Required work: Below are the records; copy out every line that holds the word "Ujung".

[Exercise material — start]

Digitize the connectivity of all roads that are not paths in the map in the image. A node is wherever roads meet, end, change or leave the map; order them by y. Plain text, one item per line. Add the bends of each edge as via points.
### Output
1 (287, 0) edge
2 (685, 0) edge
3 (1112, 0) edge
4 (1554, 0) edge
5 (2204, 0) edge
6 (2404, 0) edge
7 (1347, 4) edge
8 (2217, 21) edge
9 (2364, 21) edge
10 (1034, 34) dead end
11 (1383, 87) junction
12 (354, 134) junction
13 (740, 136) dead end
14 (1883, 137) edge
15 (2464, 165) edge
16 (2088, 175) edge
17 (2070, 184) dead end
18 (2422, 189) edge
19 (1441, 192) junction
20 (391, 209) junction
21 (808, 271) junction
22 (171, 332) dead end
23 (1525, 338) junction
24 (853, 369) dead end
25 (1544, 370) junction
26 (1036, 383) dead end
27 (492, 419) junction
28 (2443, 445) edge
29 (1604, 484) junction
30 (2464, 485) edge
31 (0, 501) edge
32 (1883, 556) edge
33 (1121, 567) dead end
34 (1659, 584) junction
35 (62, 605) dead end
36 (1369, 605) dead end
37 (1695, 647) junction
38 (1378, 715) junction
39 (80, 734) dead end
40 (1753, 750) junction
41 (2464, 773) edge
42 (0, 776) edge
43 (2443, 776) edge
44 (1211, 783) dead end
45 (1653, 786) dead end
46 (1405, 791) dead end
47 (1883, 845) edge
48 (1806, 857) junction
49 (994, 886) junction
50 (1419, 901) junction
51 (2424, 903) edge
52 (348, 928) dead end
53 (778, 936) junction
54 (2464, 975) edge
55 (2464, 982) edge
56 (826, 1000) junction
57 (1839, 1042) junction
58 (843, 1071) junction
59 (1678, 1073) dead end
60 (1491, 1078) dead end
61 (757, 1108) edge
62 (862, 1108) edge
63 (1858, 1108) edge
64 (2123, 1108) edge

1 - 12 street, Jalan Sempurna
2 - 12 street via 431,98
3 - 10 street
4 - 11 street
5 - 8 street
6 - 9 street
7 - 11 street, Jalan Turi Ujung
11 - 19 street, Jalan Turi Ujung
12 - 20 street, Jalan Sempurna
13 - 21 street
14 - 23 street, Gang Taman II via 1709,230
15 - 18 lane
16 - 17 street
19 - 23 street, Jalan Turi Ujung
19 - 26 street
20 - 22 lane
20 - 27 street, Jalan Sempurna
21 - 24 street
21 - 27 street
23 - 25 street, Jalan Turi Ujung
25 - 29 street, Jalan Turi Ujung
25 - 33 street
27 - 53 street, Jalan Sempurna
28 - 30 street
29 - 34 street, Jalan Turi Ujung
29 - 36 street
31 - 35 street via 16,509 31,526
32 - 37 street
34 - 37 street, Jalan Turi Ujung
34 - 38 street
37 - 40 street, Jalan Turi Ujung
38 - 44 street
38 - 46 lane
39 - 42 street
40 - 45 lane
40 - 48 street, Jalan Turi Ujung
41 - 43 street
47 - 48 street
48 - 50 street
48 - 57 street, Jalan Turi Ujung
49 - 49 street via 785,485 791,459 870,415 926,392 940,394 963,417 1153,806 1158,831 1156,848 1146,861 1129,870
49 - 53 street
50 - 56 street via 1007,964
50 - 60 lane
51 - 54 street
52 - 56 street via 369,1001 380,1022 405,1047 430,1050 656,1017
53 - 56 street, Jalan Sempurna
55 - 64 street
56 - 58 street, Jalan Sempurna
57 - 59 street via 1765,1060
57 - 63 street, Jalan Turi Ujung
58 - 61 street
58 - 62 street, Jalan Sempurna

[Exercise material — finish]

Result of this task:
7 - 11 street, Jalan Turi Ujung
11 - 19 street, Jalan Turi Ujung
19 - 23 street, Jalan Turi Ujung
23 - 25 street, Jalan Turi Ujung
25 - 29 street, Jalan Turi Ujung
29 - 34 street, Jalan Turi Ujung
34 - 37 street, Jalan Turi Ujung
37 - 40 street, Jalan Turi Ujung
40 - 48 street, Jalan Turi Ujung
48 - 57 street, Jalan Turi Ujung
57 - 63 street, Jalan Turi Ujung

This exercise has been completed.